The HEP community has identified several opportunities for experiments that reach new physics and require advanced high-field solenoids. Prime examples include a muon collider and various axion search experiments. Significant advances in high-field solenoids over the last decade have been led by the National High Magnetic Field Laboratory, motivated primarily by the need to provide >30 T magnets for their users, culminating in the all-superconducting hybrid LTS/REBCO 32 T magnet. The 2023 P5 report, coupled with the 2024 National Academies report, motivates a strong partnership between MDP and the NHMFL to advance further high-field solenoid technology tailored to the needs of HEP. This is a new area within the USMDP, and the goal is to leverage synergies with the NHMFL and fusion applications to rapidly develop solenoid technologies tailored to HEP needs.

Berkeley Lab staff scientist Diego Arbelaez (left) discusses the first MDP hybrid CCT magnet assembly with technician Chet Spencer (middle) and graduate student Marika D’Addazio (LBNL and Turin Polytechnic)
A unique characteristic of HEP solenoids is the diversity of scale. Muon colliders need solenoids ranging from a few unique, very-large-bore, high-field solenoids for the muon production area to a kilometer-scale suite of high-field, smaller-bore solenoids for the muon-cooling section of the collide. For axion searches, a range of field strength and bore sizes are of interest, but generally the search sensitivity scales linearly with field volume and quadratically with field strength, motivating large-bore, high-field solenoids.

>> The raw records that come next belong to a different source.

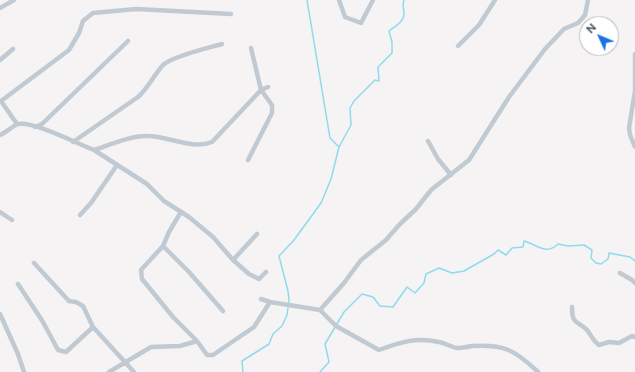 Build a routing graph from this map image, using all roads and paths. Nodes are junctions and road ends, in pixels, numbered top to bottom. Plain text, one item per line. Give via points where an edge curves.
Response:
1 (14, 0) edge
2 (339, 0) edge
3 (373, 0) edge
4 (495, 0) edge
5 (588, 0) edge
6 (0, 8) edge
7 (231, 14) dead end
8 (128, 41) dead end
9 (222, 44) dead end
10 (458, 46) dead end
11 (251, 48) dead end
12 (13, 49) dead end
13 (635, 54) edge
14 (0, 60) edge
15 (268, 87) dead end
16 (261, 90) junction
17 (0, 100) edge
18 (17, 124) junction
19 (35, 127) junction
20 (0, 135) edge
21 (428, 141) dead end
22 (73, 142) junction
23 (635, 147) edge
24 (94, 150) junction
25 (248, 160) dead end
26 (117, 165) junction
27 (451, 175) junction
28 (0, 212) edge
29 (181, 212) junction
30 (80, 215) dead end
31 (12, 220) dead end
32 (257, 234) dead end
33 (163, 246) junction
34 (233, 260) junction
35 (34, 263) dead end
36 (266, 272) dead end
37 (620, 272) dead end
38 (635, 283) edge
39 (18, 284) dead end
40 (261, 300) dead end
41 (270, 302) junction
42 (572, 307) dead end
43 (320, 310) junction
44 (224, 311) dead end
45 (0, 314) edge
46 (94, 327) junction
47 (635, 337) edge
48 (197, 341) junction
49 (126, 362) junction
50 (24, 372) edge
51 (109, 372) edge
52 (134, 372) edge
53 (538, 372) edge

1 - 6 street
2 - 3 street via 345,17 361,22
4 - 10 street via 479,25
5 - 27 street via 585,15 578,23 564,29 545,48 509,97 469,160
7 - 17 street via 136,9 93,13 83,21 69,50
8 - 19 street via 42,124
9 - 22 street via 171,60 138,97
11 - 16 street
12 - 14 street
13 - 23 street via 635,91 629,128
15 - 16 street
16 - 24 street via 212,142 205,145 141,136
16 - 25 street via 272,105 272,113
17 - 18 street
18 - 19 street
18 - 20 street
19 - 22 street via 65,136
21 - 27 street
22 - 24 street
24 - 26 street
26 - 29 street via 147,184 164,201
26 - 30 street
27 - 43 street via 430,190 416,209 386,240 361,260 344,284
28 - 31 street
29 - 33 street
29 - 34 street via 213,237
32 - 34 street
33 - 44 street
33 - 48 street via 141,270 142,278 173,317
34 - 36 street via 259,279
35 - 46 street via 69,301 83,306
37 - 38 street
39 - 46 street via 58,350 66,352
40 - 41 street
41 - 43 street
41 - 48 street via 254,327 213,355 207,355
42 - 47 street via 572,316 599,345 619,343
43 - 53 street via 336,326 379,350 404,341 421,340 458,348 504,348 525,360
45 - 50 street
46 - 49 street
48 - 49 street via 180,346 151,347
49 - 51 street
49 - 52 street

The unique characteristics of HEP solenoid needs, and in particular the likely use of scalable conductor architectures, motivate review and adaptation of solenoid magnet design for high-field solenoid designs characteristically needed by high-field users, e.g., in condensed matter science. Managing the large hoop, radial, and axial stresses reliably and cost-effectively, and designing magnet protection methodologies compatible with the scale of field and volume envisioned, are significant challenges that require in-depth design and analysis.